Tom Brady entered the spotlight again with a video for the Kentucky Derby on Saturday, May 6. The former New England Patriots and Tampa Bay Buccaneers quarterback created a stir on social media with his comments.
Brady, who won seven Super Bowls in 23 seasons in the NFL, paid tribute to legendary racehorse Secretariat on the 50th anniversary of the horse’s record time in 1973. Secretariat clocked one minute, 59.4 seconds for the derby win that year, and the record hasn’t fallen since.
“You might be laughing or wondering if I’m just putting you on. I’m actually kind of serious because when it comes to all time, Secretariat stands alone,” Brady continued. “Fifty years later, his Kentucky Derby is still the fastest any horse has ever run. It ends the argument that simply. In the biggest race, he’s the greatest ever, and the same goes to the rest of the triple crown, too.”
“There was nobody faster, nobody greater.”
— NBC Sports (@NBCSports) May 6, 2023
“I’m jealous, man. No one argues about who had better defenses or tougher opponents when it comes to Big Red. It’s all right there in the history books,” Brady concluded. “So on the 50th anniversary of Secretariat’s legendary Kentucky Derby win, let’s all salute the GOAT of the racetrack, who still captivates us with his legacy. There was nobody faster. Nobody greater.”
Brady’s video raised eyebrows because he did it for NBC Sports amid recent reported doubts of his plans to broadcast for FOX in 2024. The three-time MVP landed a 10-year, $375 million deal with FOX in 2022 in preparation for retirement from the NFL. He retired for a second time on February 1 and announced plans to wait to begin his broadcast career in 2024 instead of this year. He recently quelled rumors on not broadcasting for FOX via Instagram.
Tom Brady Gives Background on How Secretariat Emerged Unexpectedly
Brady started the video by telling the story of how Secretariat came out of obscurity.

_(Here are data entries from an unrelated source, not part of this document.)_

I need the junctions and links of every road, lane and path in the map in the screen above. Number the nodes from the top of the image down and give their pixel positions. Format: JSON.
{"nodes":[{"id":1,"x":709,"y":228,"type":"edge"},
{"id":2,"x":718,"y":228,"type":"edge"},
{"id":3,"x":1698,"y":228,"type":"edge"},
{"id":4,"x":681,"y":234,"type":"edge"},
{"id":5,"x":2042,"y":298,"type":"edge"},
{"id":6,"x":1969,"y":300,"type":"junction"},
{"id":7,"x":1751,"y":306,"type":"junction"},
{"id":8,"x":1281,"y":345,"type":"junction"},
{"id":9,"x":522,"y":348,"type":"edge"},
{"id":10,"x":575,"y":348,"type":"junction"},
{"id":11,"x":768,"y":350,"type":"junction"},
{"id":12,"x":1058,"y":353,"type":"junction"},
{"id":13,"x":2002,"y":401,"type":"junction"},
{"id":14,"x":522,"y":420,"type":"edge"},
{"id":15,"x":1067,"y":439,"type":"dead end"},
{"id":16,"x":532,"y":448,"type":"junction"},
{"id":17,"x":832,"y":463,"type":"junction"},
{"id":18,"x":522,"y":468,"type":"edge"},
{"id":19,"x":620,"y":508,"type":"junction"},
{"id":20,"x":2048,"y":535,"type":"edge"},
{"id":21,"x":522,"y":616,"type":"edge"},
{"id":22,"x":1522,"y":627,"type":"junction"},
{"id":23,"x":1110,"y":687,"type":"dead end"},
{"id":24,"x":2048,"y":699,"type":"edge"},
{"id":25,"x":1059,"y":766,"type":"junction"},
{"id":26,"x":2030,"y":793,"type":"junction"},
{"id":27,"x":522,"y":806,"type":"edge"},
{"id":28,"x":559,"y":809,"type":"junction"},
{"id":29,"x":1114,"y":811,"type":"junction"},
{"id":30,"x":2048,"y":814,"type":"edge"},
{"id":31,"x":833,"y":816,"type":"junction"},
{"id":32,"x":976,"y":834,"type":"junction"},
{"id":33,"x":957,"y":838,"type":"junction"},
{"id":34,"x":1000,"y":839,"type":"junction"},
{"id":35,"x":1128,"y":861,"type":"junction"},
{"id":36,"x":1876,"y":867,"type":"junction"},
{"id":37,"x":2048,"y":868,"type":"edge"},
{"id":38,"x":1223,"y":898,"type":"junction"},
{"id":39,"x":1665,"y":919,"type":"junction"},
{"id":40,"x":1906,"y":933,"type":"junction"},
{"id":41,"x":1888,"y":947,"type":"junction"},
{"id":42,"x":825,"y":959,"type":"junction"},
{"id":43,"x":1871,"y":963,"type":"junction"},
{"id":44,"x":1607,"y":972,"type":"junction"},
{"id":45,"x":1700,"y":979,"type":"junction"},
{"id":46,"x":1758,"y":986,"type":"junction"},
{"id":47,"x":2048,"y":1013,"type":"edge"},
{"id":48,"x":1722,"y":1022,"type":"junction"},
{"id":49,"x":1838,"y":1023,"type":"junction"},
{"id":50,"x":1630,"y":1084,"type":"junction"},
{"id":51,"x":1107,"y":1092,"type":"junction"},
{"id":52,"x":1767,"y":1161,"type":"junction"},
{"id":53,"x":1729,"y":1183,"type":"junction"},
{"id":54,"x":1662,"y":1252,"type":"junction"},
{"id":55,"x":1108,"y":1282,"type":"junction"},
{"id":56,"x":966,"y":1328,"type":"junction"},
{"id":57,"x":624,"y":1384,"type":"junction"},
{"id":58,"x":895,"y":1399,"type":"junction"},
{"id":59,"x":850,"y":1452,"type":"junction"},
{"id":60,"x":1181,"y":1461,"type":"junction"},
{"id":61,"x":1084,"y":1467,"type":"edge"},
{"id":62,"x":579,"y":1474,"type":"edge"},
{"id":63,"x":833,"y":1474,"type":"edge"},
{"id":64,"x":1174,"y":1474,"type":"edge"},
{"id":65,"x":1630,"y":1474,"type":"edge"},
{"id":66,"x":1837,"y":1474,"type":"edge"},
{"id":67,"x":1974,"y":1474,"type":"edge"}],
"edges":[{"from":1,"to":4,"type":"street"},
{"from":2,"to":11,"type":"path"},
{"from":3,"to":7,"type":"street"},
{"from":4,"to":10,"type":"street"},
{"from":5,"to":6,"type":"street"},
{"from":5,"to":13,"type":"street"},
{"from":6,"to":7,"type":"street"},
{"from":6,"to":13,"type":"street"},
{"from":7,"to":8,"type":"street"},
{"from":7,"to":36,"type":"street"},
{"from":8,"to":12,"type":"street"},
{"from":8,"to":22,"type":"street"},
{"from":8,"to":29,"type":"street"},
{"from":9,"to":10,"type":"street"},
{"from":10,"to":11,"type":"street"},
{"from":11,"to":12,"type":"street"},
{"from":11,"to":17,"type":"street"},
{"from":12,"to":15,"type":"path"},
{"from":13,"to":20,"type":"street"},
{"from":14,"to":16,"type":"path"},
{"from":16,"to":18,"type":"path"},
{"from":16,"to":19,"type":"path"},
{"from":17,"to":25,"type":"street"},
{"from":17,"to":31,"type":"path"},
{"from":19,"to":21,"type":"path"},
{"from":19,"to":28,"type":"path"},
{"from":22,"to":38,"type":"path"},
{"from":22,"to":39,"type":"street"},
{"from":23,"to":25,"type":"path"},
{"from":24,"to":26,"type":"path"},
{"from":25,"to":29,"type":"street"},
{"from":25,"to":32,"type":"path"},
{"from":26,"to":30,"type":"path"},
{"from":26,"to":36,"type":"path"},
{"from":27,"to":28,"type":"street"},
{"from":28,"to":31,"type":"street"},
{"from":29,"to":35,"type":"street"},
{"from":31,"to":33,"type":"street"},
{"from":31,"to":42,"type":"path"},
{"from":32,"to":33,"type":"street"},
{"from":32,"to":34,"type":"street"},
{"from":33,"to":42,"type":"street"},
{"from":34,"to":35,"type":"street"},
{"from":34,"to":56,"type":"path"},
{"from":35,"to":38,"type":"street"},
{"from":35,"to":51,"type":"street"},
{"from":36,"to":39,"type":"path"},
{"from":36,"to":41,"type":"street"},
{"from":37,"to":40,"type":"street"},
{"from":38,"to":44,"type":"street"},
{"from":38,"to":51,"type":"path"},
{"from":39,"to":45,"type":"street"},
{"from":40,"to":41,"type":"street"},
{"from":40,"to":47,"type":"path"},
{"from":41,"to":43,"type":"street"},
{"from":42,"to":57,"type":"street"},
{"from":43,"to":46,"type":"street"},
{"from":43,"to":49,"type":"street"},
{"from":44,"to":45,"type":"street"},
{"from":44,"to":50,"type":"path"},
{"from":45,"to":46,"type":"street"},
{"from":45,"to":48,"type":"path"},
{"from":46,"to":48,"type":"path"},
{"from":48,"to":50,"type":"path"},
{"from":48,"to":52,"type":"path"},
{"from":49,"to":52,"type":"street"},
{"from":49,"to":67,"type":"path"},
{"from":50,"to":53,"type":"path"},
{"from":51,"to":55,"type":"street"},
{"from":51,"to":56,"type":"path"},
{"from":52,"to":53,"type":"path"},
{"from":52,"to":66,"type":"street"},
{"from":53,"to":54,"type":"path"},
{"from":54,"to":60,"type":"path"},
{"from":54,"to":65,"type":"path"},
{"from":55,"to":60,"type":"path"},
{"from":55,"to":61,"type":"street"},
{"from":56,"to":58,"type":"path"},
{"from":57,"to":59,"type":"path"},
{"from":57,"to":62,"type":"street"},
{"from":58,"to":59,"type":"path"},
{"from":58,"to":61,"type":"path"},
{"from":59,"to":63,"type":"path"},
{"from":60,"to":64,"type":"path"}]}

“It takes place in 1969. Two horse breeders have an agreement,” Brady said in the video. “They’ll flip a coin. The winner will get the first choice of two foals, baby horses, the loser will get their choice the next year.”
“A lady named Penny [Chenery], funny enough, is one of the owners, and she loses the coin toss. But a year later in 1970, only one foal is born, and that’s how she ends up with a young horse by the name of Secretariat,” Brady added.
“I’m going to tell you another story,” Brady continued. “It takes place about 30 years later.”
Brady recounted his time as a backup quarterback for the Patriots behind Drew Bledsoe before the former No. 1 pick and Pro Bowler sustained a severe hit in a 2001 game. New York Jets linebacker Mo Lewis knocked Bledsoe out of the game, and Brady took the reins of the Patriots, which began his Hall of Fame career.
“And the kid gets his shot to go in,” Brady said.
Tom Brady Compares His Journey With Secretariat’s
Then, Brady turned back to talking about Secretariat with a comparison to his own journey.
“Now maybe Secretariat would have become Secretariat even if he had a different owner, a different trainer, [and] a different jockey,” Brady said. “And maybe I would have found my way into a lineup even if my good buddy Drew Bledsoe didn’t get hurt that day on the field.”
“But I do know that way it worked out for both of us felt a lot like fate,” Brady added. “There are a lot of GOATS out there in history, and I’ll always be honored to have my name mentioned with the best to ever do it, but I think I speak for all of us when I say we all kind of look at him a little differently.”